There’s no shortage of great music being made in Texas, by Texans: from slide guitars to 808s, from accordions to distortion pedals, the tapestry of Texas includes the traditions of George Strait, Pantera, UGK, At the Drive-In, and Freddy Fender. Today’s burgeoning artists are tomorrow’s legends, and on the Daily Post’s song premieres, artists explain why their latest tracks are worthy of your time and attention.

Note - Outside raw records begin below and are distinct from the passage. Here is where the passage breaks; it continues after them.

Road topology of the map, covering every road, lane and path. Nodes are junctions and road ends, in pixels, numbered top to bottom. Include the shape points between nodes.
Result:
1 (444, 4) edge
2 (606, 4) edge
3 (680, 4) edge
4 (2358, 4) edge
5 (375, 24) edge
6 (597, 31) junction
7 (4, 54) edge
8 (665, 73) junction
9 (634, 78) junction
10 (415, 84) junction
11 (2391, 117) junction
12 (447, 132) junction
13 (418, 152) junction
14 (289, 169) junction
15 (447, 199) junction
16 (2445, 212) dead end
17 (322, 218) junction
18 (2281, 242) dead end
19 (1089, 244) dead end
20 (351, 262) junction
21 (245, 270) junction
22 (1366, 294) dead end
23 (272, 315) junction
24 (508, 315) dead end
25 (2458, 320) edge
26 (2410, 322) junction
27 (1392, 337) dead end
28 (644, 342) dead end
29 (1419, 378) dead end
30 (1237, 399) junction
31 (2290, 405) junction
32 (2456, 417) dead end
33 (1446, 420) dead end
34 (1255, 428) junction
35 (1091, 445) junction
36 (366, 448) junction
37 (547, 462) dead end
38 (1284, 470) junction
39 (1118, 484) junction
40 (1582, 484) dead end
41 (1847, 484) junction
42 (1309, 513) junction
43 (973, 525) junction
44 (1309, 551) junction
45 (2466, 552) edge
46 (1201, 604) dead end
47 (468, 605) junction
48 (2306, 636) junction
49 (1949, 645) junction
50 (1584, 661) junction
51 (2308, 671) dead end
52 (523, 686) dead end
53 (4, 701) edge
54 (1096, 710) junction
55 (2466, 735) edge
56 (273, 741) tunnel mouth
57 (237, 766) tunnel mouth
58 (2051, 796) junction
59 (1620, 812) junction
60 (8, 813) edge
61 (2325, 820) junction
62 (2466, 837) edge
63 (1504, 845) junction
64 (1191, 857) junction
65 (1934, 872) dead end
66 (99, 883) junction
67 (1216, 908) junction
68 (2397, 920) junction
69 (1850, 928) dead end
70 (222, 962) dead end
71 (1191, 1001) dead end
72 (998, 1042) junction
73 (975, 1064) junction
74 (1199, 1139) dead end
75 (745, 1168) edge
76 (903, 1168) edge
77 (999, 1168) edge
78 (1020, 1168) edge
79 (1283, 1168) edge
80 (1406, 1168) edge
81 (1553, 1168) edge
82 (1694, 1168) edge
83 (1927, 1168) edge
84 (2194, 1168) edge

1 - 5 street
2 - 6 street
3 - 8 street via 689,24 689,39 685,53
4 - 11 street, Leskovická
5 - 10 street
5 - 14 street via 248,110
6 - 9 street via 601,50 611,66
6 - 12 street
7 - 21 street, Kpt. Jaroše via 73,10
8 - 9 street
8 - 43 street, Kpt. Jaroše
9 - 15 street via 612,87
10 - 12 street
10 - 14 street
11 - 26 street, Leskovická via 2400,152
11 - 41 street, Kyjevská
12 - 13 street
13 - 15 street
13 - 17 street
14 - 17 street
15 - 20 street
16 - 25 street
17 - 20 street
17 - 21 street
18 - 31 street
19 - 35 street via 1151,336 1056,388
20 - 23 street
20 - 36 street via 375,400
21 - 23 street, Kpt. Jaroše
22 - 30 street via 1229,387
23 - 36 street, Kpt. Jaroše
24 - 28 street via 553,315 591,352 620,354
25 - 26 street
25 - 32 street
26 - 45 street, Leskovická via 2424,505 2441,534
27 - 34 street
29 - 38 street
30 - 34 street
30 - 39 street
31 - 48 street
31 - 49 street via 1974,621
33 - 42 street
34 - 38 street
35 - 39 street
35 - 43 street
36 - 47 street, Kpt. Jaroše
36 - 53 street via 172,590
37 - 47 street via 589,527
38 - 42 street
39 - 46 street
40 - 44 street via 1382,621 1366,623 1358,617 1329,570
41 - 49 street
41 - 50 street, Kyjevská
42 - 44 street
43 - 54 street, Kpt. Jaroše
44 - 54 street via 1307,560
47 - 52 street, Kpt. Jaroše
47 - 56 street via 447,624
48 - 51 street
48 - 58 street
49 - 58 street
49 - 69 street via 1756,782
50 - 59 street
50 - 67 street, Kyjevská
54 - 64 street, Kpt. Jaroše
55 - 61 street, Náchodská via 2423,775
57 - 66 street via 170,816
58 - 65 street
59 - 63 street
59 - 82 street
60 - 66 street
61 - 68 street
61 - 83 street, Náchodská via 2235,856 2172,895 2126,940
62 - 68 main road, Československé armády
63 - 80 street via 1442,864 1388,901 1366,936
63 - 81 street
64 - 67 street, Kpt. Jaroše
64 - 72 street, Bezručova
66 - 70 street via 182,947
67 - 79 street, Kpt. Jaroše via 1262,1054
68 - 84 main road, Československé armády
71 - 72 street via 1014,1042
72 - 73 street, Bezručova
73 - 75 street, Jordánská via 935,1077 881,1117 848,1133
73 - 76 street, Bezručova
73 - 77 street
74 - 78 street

This week, Dallas singer-songwriter Eddie Lott brings us “Lucky (Just Won’t Cut It Anymore),” a lonesome duet with singer Sara Houser of Löwin, from his forthcoming album Blame It On My Wild Soul, out September 27. Lott goes deep on explaining the track below:

Texas Monthly: Can you walk us through the songwriting process on this song?
Eddie Lott: It was my 32nd, and my friend Leslie Sakal, who’s an amazing songwriter in Dallas, had just come over to run through some stuff for a show we were doing at the AllGood Café in Deep Ellum that weekend. It was my first show in 13 years. When she left, I was super inspired. I started writing what later became “From This Day On,” which is also on the record, and as I wrote that song the words to “Lucky” kind of popped out simultaneously. It was obvious to me at the time that the words to “Lucky” had nothing to do with the words to “From This Day On,” so I kept them on separate pages and forgot about the ones to “Lucky” until later. It was definitely a super undeliberate song—unlike “From This Day On,” which took me a couple of more days to write.

TM: When did you know that this song was finished?
EL: When I came across the words a week or two later. I was like, oh my gosh, there’s a whole song here. Lyrics-wise, chorus, and everything! What is this thing? It was obviously destined to be one of those old, sweet crooner-type songs, so I put a G+D+C chord structure on it, named it after the chorus—which I never do—and voilà! I didn’t take the song very seriously at the time since it was basically a creative bi-product of “From This Day On,” so there wasn’t really any second-guessing myself after I decided it was done.

TM: Is this the best song you’ve ever written?
EL: Oh my gosh, no.

TM: What do you think people should be doing while they listen to this song?
EL: I guess either paying close attention to the lyrics or not paying close attention to the vocal performances on the first and third verses. Whoops.

TM: If you had to compare this song to a food, what food would that be?
EL:
Something sweet and honest, deep but mindless, and very instant. It’d be… instant pecan pie.